On the other hand we are all too sensitive to negativity.
Which is the reason why you cannot find a movie where story is not based around someone being killed, or why you cannot open any news page (or newspapers for those who still remember what that is) without being bombarded with tragedies and atrocities.
Noticing any kind of negativity is a very natural trait we humans have. Every animal, every living being has it, but we excel in it precisely because we are so much more advanced and complex then other life.
It is useful to be able to notice any problem, any negative thing - as soon as possible. Preferably before.
This ability has been selected by evolution and drilled into our very genes and biology ever since our ancestors started walking, and even before from earliest forms of life to more complex ones, to mammals, to us.
Some people get addicted to the strong emotional reactions that negativity creates.
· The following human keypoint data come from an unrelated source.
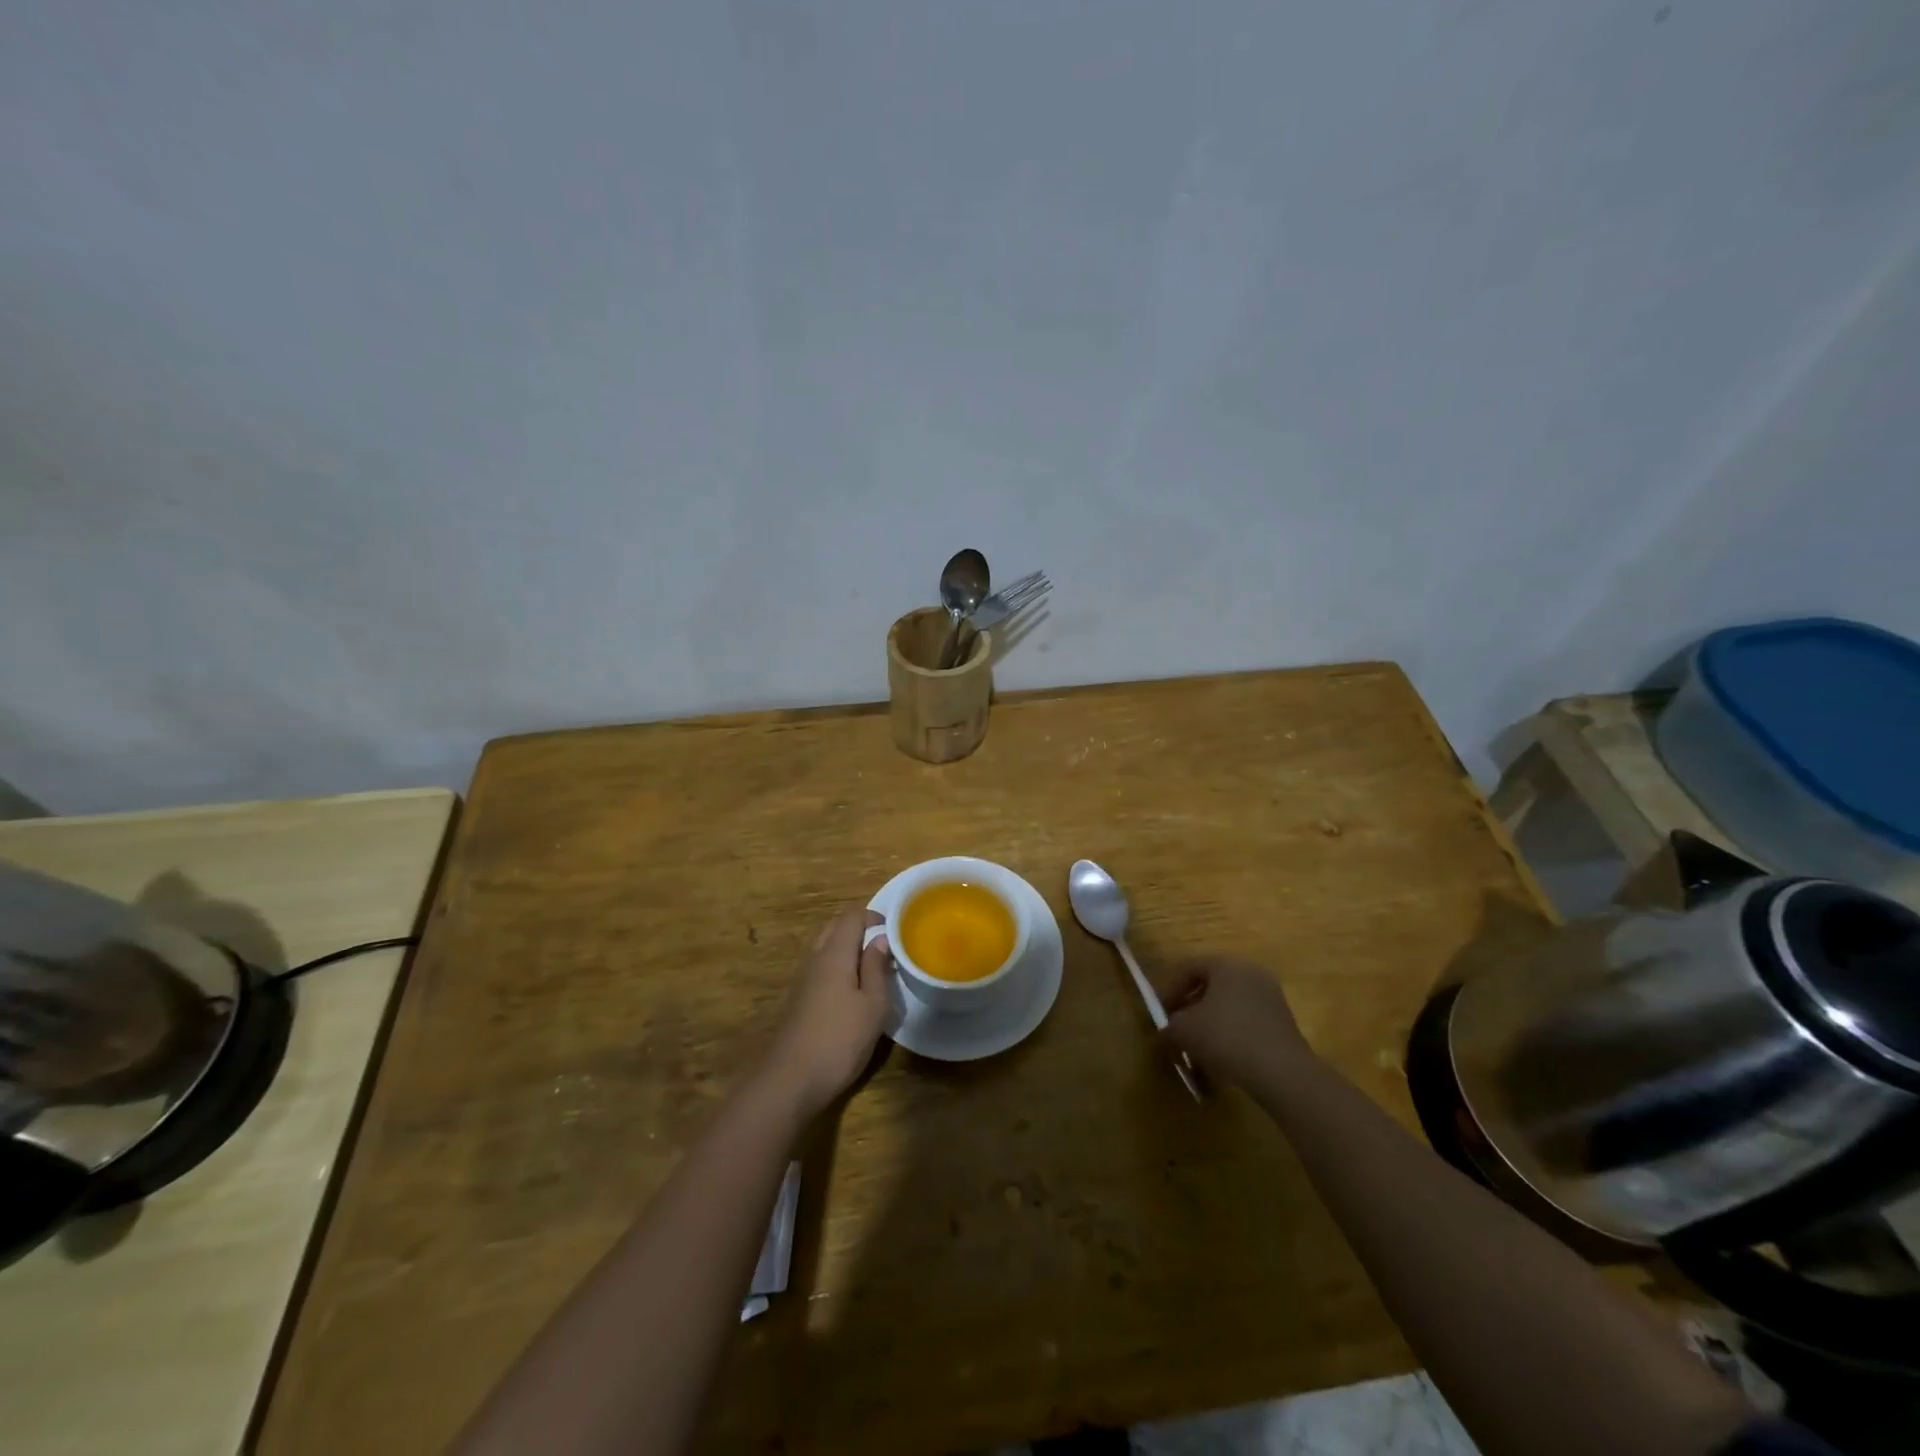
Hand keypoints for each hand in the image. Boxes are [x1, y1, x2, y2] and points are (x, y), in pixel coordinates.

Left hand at [762, 908, 894, 1117]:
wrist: (790, 1080)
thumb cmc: (840, 1039)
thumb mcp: (873, 1005)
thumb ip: (877, 968)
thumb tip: (880, 939)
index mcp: (834, 953)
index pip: (851, 917)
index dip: (874, 917)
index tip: (895, 930)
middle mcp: (815, 958)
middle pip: (835, 927)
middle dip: (860, 929)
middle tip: (885, 946)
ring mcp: (803, 979)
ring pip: (826, 947)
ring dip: (848, 948)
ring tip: (873, 967)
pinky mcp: (799, 998)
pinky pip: (820, 967)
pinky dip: (838, 966)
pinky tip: (852, 990)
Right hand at [1157, 956, 1314, 1089]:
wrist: (1282, 1073)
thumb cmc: (1226, 1037)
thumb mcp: (1184, 1030)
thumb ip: (1169, 1025)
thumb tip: (1166, 1030)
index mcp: (1227, 964)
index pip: (1188, 968)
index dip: (1168, 990)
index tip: (1159, 1014)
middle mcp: (1250, 973)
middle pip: (1210, 986)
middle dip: (1189, 1008)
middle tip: (1176, 1029)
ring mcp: (1270, 997)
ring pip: (1228, 1006)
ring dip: (1208, 1024)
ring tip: (1196, 1049)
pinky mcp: (1282, 1022)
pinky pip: (1246, 1022)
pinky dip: (1229, 1035)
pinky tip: (1220, 1059)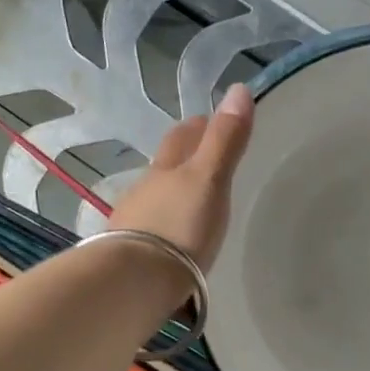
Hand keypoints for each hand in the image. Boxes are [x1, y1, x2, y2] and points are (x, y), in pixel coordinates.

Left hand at [109, 84, 254, 267]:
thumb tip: (239, 88)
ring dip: (172, 197)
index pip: (182, 138)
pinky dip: (164, 229)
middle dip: (182, 158)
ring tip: (193, 204)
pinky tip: (174, 241)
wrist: (135, 282)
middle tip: (205, 160)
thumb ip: (225, 140)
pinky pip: (151, 232)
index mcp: (166, 169)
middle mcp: (144, 190)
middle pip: (164, 167)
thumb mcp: (209, 181)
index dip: (198, 126)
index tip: (210, 121)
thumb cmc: (179, 227)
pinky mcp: (130, 256)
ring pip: (155, 200)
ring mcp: (133, 224)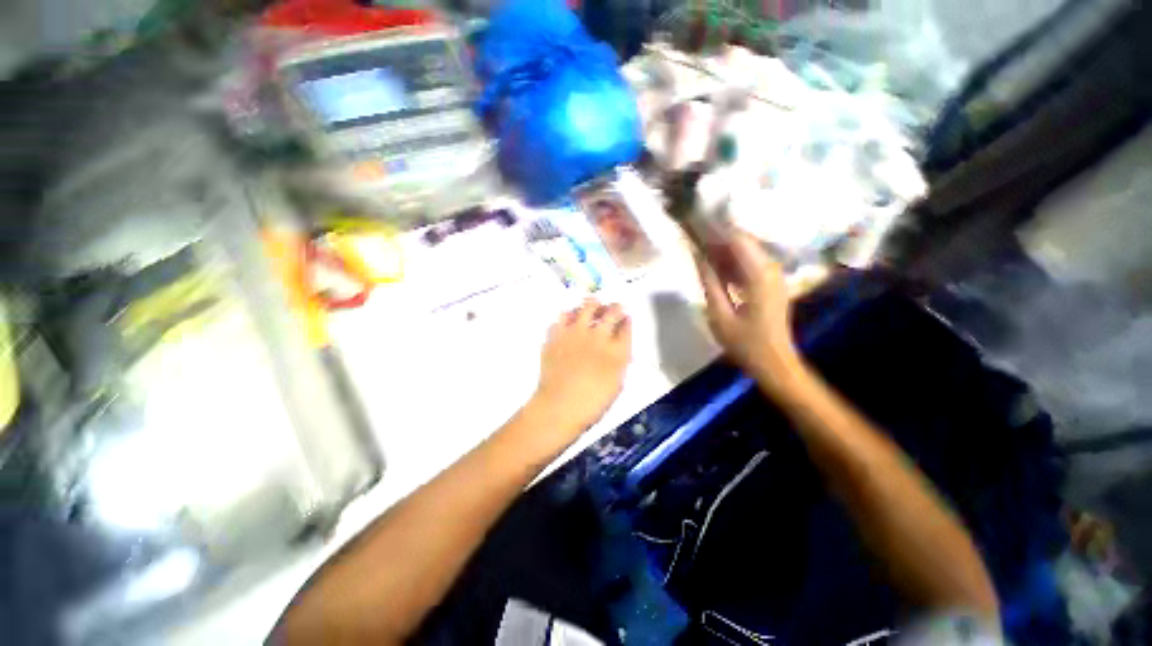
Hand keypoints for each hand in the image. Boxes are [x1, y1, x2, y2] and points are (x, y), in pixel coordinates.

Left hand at [529, 299, 631, 438]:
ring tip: (591, 308)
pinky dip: (567, 317)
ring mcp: (574, 333)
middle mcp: (597, 336)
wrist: (559, 406)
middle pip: (610, 311)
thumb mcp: (616, 383)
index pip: (626, 326)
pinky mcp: (556, 335)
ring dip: (591, 305)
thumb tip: (620, 346)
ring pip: (585, 306)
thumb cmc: (592, 402)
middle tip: (613, 307)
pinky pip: (561, 317)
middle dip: (615, 307)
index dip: (627, 319)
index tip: (626, 316)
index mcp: (616, 350)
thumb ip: (620, 361)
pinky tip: (568, 323)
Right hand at [694, 229, 803, 392]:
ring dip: (722, 250)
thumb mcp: (719, 315)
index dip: (716, 229)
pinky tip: (714, 268)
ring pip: (745, 252)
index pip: (738, 239)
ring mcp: (773, 276)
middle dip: (717, 238)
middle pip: (743, 242)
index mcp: (760, 275)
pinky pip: (749, 264)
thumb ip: (709, 282)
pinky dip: (731, 263)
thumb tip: (697, 256)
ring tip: (698, 250)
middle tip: (692, 238)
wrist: (775, 363)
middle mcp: (771, 269)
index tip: (695, 223)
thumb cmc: (746, 344)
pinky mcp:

Their ego starts to feed on it until a Pavlovian reflex is established.
And since it is ego it makes them feel as if they are awesome and cool because of it.
This is why we have the notion of villains who are cool or seen as badasses in movies and such. Although in reality they are the opposite of that.
Media sells this, because people react quickly to negativity.
If you add anonymity to this poisonous carcinogenic soup you get the current state of affairs on the internet.
That is why so much of "social media" is a cesspool of lowest drags of humanity.
And then in turn most of us notice that minority and their repetitive behavior the most, so easily and quickly.
It all sticks into our minds the strongest, so it seems as if everything is horrible and bad.
But it isn't.
Not really.
We should all try to train ourselves to become less susceptible to negativity in such ways.
Not all of it, but we should all strive to see it in a more balanced way. To be aware of it.
It takes some hard work, some self discipline and some training. But it can be done.